Bundestagswahl Emmendingen-Lahr

Was die Kandidatinnen und Kandidaten zu Klimaschutz und Erneuerbare Energien sagen

BZ-Redaktion

Von BZ-Redaktion

So, 05. September 2021 um 18:00 Uhr

Ortenaukreis

Die BZ hat den KandidatInnen der sechs im Bundestag vertretenen Partien drei Fragen gestellt. Heute: Was muss in Sachen Klimaschutz und Ausbau erneuerbarer Energien noch getan werden?
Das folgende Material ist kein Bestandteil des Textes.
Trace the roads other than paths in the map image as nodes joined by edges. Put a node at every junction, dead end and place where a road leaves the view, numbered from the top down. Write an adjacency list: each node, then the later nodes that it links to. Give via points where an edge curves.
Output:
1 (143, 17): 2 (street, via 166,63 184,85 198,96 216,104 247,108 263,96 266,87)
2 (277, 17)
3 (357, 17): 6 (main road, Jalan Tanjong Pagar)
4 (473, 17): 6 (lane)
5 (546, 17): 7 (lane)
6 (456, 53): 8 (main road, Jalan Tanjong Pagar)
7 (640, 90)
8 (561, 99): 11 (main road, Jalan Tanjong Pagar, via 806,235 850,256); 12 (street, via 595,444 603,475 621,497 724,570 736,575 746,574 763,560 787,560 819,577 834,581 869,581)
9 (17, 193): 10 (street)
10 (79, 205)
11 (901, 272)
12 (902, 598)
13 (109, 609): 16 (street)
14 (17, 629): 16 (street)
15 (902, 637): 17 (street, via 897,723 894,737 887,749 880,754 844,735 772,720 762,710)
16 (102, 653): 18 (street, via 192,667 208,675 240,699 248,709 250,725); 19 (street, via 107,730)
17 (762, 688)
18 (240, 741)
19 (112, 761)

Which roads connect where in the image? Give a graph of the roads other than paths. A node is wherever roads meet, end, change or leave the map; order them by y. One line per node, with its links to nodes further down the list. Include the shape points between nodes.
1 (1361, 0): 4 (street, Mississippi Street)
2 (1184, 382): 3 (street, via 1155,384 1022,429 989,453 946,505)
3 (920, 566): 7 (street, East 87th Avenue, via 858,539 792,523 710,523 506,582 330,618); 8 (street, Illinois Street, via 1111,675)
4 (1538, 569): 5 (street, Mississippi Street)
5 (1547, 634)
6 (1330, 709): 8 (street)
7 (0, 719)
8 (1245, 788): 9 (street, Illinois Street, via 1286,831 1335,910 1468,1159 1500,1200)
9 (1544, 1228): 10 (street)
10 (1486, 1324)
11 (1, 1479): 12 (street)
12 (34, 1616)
CDU: Yannick Bury, 31 Jahre,Volkswirt

Wir müssen klimaneutral werden und Industrieland bleiben. Das gelingt mit Technologie und Marktwirtschaft, nicht mit Verboten. Wir brauchen einen Preis auf den CO2-Ausstoß anstelle der EEG-Umlage und in Kombination mit Entlastungen für Pendler. Zum Ausbau der erneuerbaren Energien müssen wir vor allem beim Netzausbau mehr Tempo machen.
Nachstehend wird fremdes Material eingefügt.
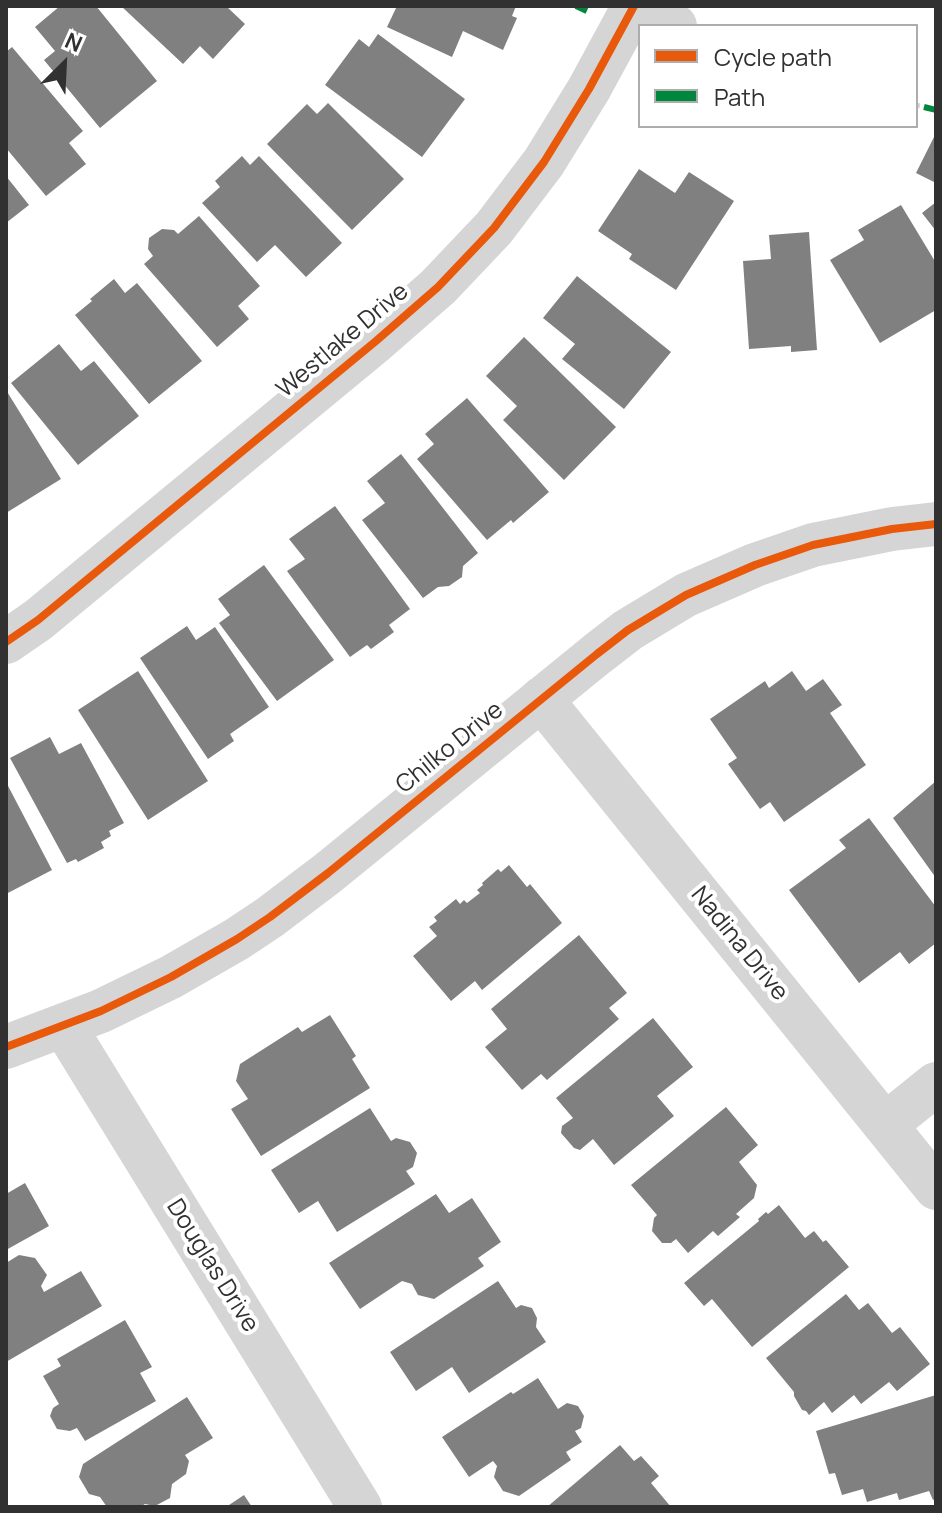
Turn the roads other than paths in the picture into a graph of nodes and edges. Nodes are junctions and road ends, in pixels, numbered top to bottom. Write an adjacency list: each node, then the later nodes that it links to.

SPD: Johannes Fechner, 49 Jahre, Jurist

Der Kohleausstieg muss deutlich vor 2038 erfolgen. Der Bau von Solaranlagen ist noch mit zu großen bürokratischen Hürden verbunden. Wir werden die Umstellung der Autoindustrie zu klimafreundlichen Antrieben wie Wasserstoff fördern, damit Jobs in Deutschland erhalten bleiben. Wichtig ist mir ein sozialer Klimaschutz, der Pendler und Mieter nicht überbelastet.
Alle Berichte zur Bundestagswahl im Wahlkreis Emmendingen-Lahr stehen im Online-Dossier.

AfD: Thomas Seitz, 53 Jahre, Jurist

Das Klima hat sich immer verändert und lässt sich nicht steuern . Geboten ist die Anpassung , etwa in der Landwirtschaft mit der Züchtung von Sorten, die mit längeren Phasen von Wärme und Trockenheit zurechtkommen. Solange es an effektiven und bezahlbaren Stromspeichern fehlt, ist der Ausbau von Windkraft und Photovoltaik teurer Unfug.
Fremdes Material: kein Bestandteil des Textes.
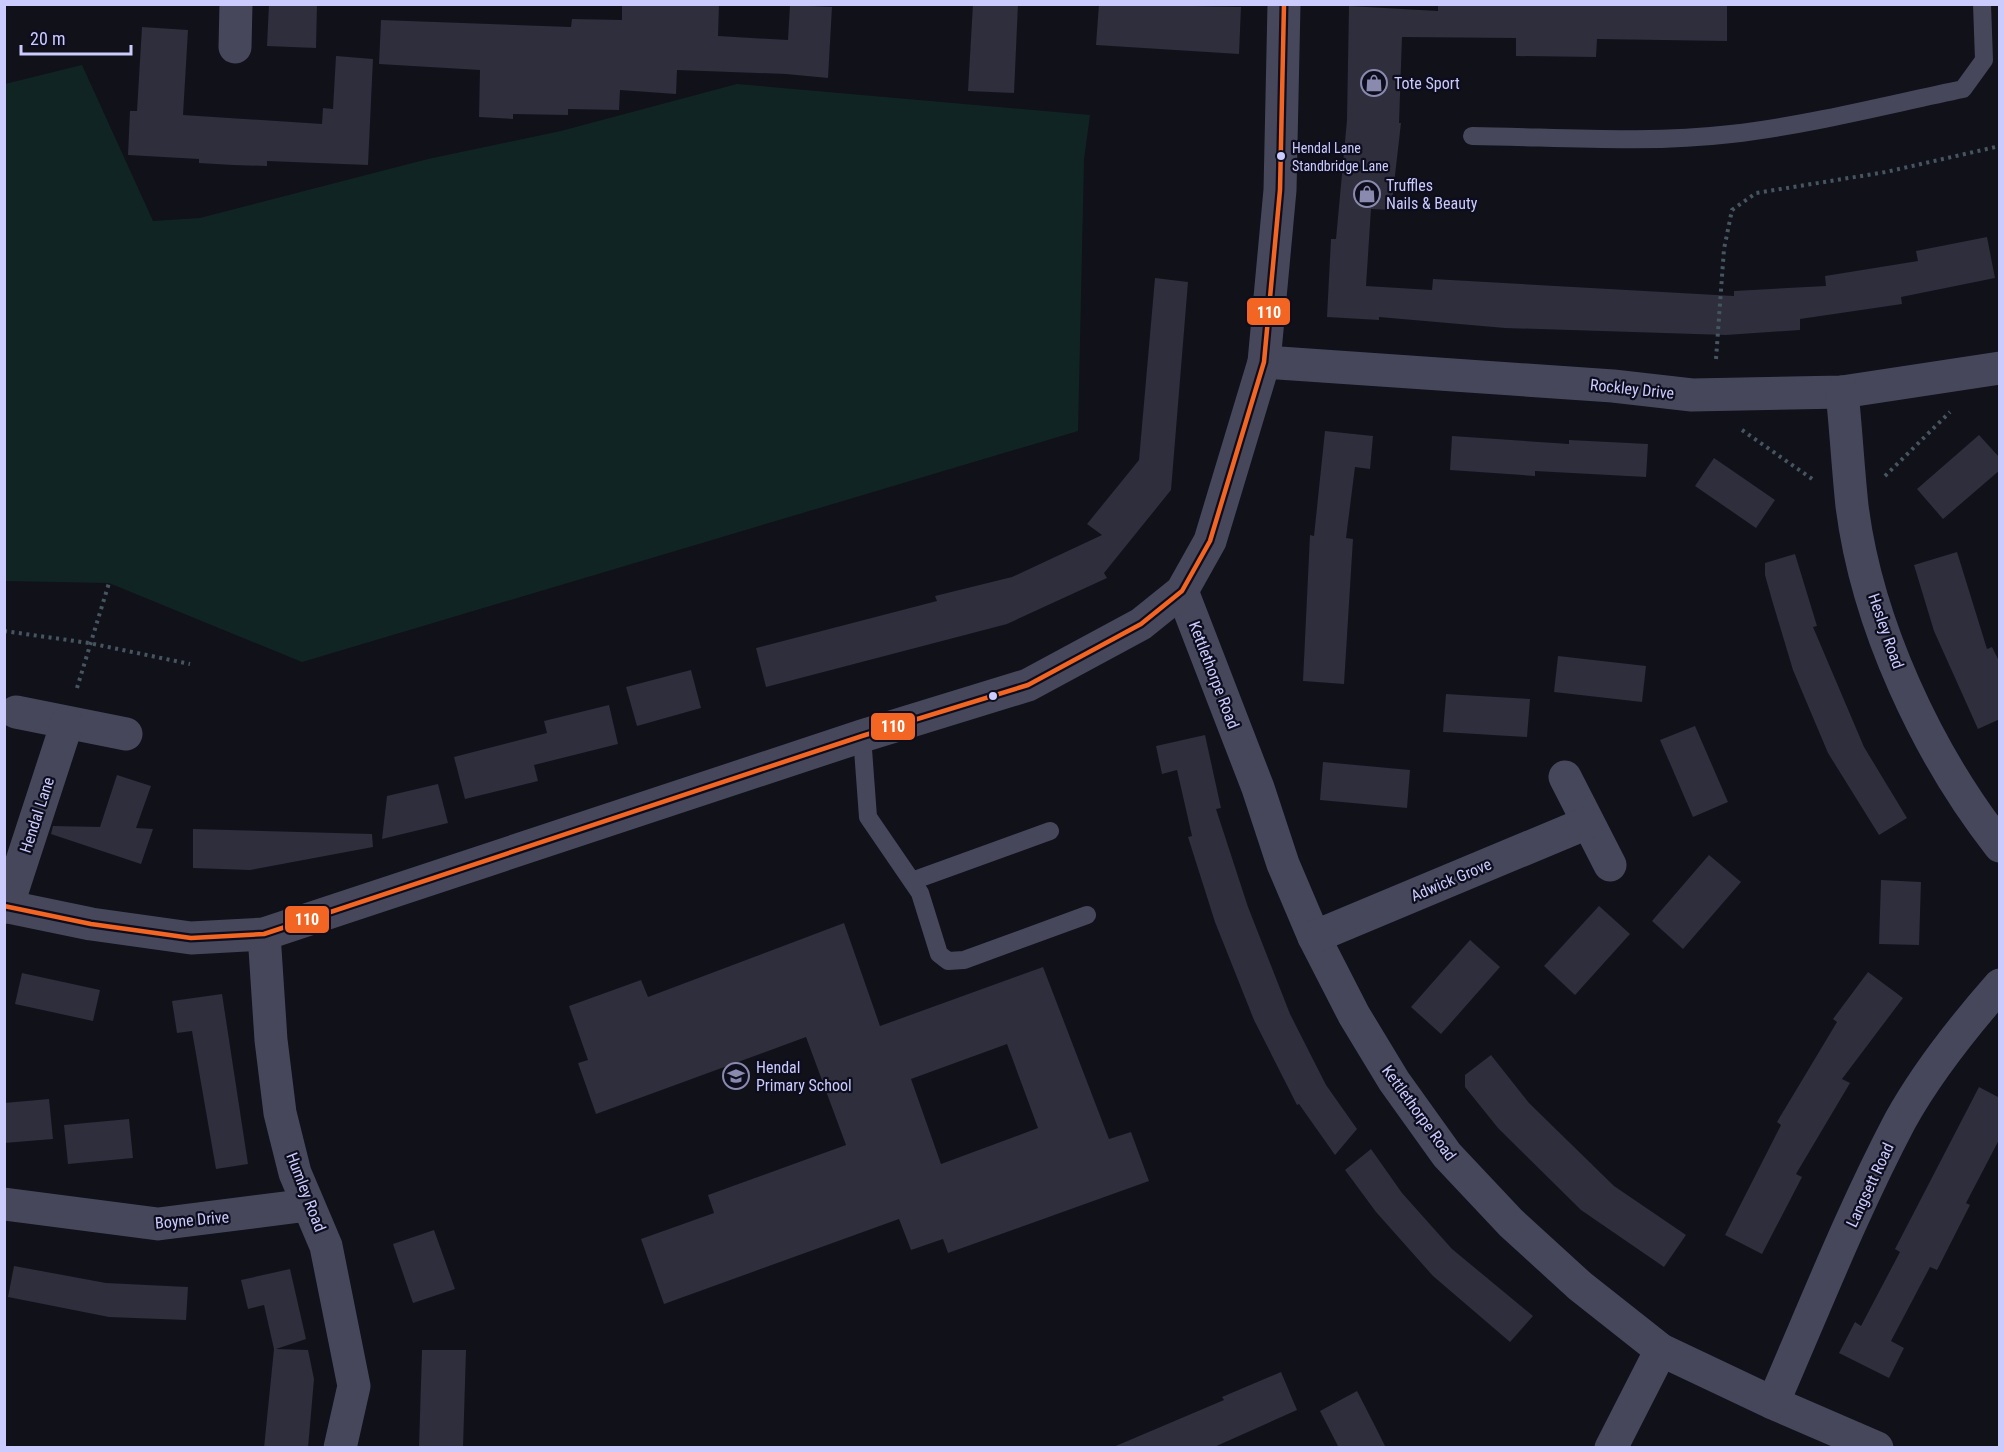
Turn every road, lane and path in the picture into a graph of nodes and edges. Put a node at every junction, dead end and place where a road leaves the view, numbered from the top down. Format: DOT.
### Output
graph roads {
  1 [pos="236,4"];
  2 [pos="1284,4"];
  3 [pos="1982,4"];
  4 [pos="235,47"];
  5 [pos="1472,136"];
  6 [pos="2000,146"];
  7 [pos="1264,362"];
  8 [pos="2000,368"];
  9 [pos="1842,392"];
  10 [pos="1713,395"];
  11 [pos="109,583"];
  12 [pos="1182,591"];
  13 [pos="4,631"];
  14 [pos="89,643"];
  15 [pos="190,664"];
  16 [pos="16,712"];
  17 [pos="67,723"];
  18 [pos="126,734"];
  19 [pos="862,736"];
  20 [pos="1565,777"];
  21 [pos="1587,823"];
  22 [pos="1050,831"];
  23 [pos="2000,846"];
  24 [pos="1610,865"];
  25 [pos="912,881"];
  26 [pos="6,906"];
  27 [pos="1087,915"];
  28 [pos="264,934"];
  29 [pos="1314,937"];
  30 [pos="1997,993"];
  31 [pos="4,1204"];
  32 [pos="308,1205"];
  33 [pos="1661,1350"];
  34 [pos="1773,1403"];
  35 [pos="340,1448"];
  36 [pos="1611,1448"];
  37 [pos="1877,1448"];
  1 -- 4 [label="street"];
  2 -- 7 [label="street, Hendal Lane"];
  3 -- 5 [label="lane"];
  6 -- 10 [label="path"];
  7 -- 10 [label="street, Rockley Drive"];
  7 -- 12 [label="street, Hendal Lane"];
  8 -- 9 [label="street, Rockley Drive"];
  9 -- 10 [label="street, Rockley Drive"];
  9 -- 23 [label="street, Hesley Road"];
  11 -- 14 [label="path"];
  12 -- 19 [label="street, Hendal Lane"];
  12 -- 29 [label="street, Kettlethorpe Road"];
  13 -- 14 [label="path"];
  14 -- 15 [label="path"];
  14 -- 17 [label="path"];
  16 -- 17 [label="street"];
  17 -- 18 [label="street"];
  17 -- 26 [label="street, Hendal Lane"];
  19 -- 25 [label="lane"];
  19 -- 28 [label="street, Hendal Lane"];
  20 -- 21 [label="street"];
  21 -- 24 [label="street"];
  21 -- 29 [label="street, Adwick Grove"];
  22 -- 25 [label="lane"];
  25 -- 27 [label="lane"];
  26 -- 28 [label="street, Hendal Lane"];
  28 -- 32 [label="street, Humley Road"];
  29 -- 33 [label="street, Kettlethorpe Road"];
  30 -- 34 [label="street, Langsett Road"];
  31 -- 32 [label="street, Boyne Drive"];
  32 -- 35 [label="street, Humley Road"];
  33 -- 34 [label="street, Kettlethorpe Road"];
  33 -- 36 [label="street"];
  34 -- 37 [label="street, Kettlethorpe Road"];
}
Linke: Imke Pirch, 31 Jahre, Gesundheits- und Krankenpflegerin

Wir fordern ordnungsrechtliche Vorgaben und dazu große öffentliche Investitionen. Wir fordern Klimagerechtigkeit und daher etwa einen Rettungsschirm für die Industriearbeitsplätze und ein Weiterbildungsgeld. Kohleausstieg bis 2030, massiv in nachhaltige Infrastruktur investieren, Förderprogramme für Gebäudesanierungen, Energiekonzerne in öffentliche Hand, uvm.

Grüne: Heike Dorow, 53 Jahre, Sozialarbeiterin

Wir wollen das 1,5-Grad-Ziel erreichen. Dann gibt es eine Menge zu tun. Wir müssen die Erneuerbaren ausbauen, das Thema Speicher und intelligenten Netzausbau im Blick haben und last but not least Energie sparen. Das geht nur, wenn wir hier auch massiv auf Forschung und Entwicklung setzen. Dieser Umbau muss sozial gerecht passieren und Wohlstand erhalten

FDP: Tino Ritter, 49 Jahre, Unternehmer

Der Bund muss den rechtlichen Rahmen anpassen, die Windkraft, die Solarkraft, PTX-Anlagen, das Stromnetz und andere Energiespeicher und Energiewendetechnologie ohne lange Antragsverfahren ausbauen zu können. Es darf nicht mehr sein, dass uns jahrelange Antragsverfahren im Weg stehen. Dafür ist die Zeit zu knapp.